META... MANTALİTE... RUH... II
24 Mayıs 2021, 14.00 A- A+
Bölüm 1
Aklın Dirilişi, Ruhun Ölümü
Şimdiki zaman…
Batmakta olan günün utanç kızıllığı, odanın savunmasız noktalarından sızıp, odayı akşama
hazırlayıp süslerken, dirseklerini dizlerine mıhlamış, başı ellerinin arasında, gözleri ayakuçlarında,
kendi utancını, günün utancında saklamaya çalışan, ölüm sessizliğinde tabut içi pişmanlığı
yaşayan bir adam.
“Neden?” lerde…
Aslında, gerçek “Neden?” den çok çok uzak, kendi nedenlerinde…
Adamın oturduğu kısmın dışında, yatağın hiç bozulmamış yüzünde ise, mefkure gibi darmadağın yüzlerce evrak.
En son okunanı da, tüm gerçekleri hamuruna kadar nakşetmiş kalemle birlikte en üstte ve üst üste.

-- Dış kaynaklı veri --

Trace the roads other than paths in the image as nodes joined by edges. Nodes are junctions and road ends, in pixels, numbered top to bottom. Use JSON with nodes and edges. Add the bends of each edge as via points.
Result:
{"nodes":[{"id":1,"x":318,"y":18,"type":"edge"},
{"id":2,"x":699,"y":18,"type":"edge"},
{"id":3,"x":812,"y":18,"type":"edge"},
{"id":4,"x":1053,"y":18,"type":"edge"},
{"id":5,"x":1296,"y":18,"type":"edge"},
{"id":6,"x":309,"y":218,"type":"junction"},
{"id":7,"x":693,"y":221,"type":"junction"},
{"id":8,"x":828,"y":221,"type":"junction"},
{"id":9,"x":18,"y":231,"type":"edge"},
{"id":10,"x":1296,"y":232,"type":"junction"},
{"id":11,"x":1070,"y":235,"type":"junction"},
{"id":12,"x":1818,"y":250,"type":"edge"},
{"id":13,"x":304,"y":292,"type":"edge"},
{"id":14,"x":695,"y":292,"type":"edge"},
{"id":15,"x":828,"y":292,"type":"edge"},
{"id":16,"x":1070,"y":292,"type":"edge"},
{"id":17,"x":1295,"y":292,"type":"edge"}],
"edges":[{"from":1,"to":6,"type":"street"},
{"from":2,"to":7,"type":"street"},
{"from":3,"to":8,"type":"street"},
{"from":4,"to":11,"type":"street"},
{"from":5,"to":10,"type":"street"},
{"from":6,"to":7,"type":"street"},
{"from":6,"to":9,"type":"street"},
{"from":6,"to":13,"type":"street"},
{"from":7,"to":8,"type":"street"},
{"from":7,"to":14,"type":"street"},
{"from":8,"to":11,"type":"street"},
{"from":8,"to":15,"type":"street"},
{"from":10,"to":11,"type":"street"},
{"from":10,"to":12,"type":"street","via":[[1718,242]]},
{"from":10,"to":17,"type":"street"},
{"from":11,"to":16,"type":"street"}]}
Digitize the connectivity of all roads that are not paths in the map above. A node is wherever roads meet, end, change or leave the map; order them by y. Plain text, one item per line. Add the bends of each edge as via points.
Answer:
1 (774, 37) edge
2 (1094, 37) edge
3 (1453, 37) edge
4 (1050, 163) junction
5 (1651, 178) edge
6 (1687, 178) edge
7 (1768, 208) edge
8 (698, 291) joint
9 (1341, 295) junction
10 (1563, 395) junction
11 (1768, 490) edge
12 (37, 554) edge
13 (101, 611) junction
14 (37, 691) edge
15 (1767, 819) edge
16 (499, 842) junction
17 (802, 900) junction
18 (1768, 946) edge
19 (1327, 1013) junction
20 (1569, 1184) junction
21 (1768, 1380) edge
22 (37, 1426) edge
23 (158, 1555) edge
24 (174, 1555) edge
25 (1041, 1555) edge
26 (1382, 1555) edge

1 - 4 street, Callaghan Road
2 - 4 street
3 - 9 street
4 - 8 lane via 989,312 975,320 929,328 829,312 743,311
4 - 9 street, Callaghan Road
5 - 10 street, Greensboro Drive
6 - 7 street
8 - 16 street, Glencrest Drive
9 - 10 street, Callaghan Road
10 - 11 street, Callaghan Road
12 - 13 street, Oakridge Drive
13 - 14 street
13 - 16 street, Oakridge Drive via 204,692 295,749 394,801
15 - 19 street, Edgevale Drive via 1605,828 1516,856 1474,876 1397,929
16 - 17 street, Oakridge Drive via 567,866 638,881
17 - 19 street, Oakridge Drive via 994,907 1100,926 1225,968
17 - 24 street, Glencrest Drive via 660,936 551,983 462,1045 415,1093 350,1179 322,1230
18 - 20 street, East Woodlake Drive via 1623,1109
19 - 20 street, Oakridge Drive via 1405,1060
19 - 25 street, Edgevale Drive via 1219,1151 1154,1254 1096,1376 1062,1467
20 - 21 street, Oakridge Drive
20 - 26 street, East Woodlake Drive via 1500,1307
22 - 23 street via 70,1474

Tam da buhranın kapısındayken, bir an, duyduğu cılız bir iç sesle, yatağın üzerindeki evraklara nazar edip ayağa kalktı. Derin bir nefes alıp, göğsündeki sıkışıklığı da aldığı nefese katıp uğurladı. Otel odasının kapısını açıp, kapı eşiğinde tuttuğu ayaklarının üzerinde bedenini hafif yatırarak, bir eliyle de pervazdan aldığı destekle, başıyla koridoru sağlı sollu kontrol edip kapıyı kapattı. Ceketini çıkarıp askıya emanet ettikten sonra, gömleğinin kollarını sıvayıp, aradığı ferahlığı suda bulmak için kollarını suyun altına uzattı.
Okul yılları…
Evet kazanmıştı. İdealindeki okulu, hayallerini süsleyen mesleği yapmak için kazanmıştı.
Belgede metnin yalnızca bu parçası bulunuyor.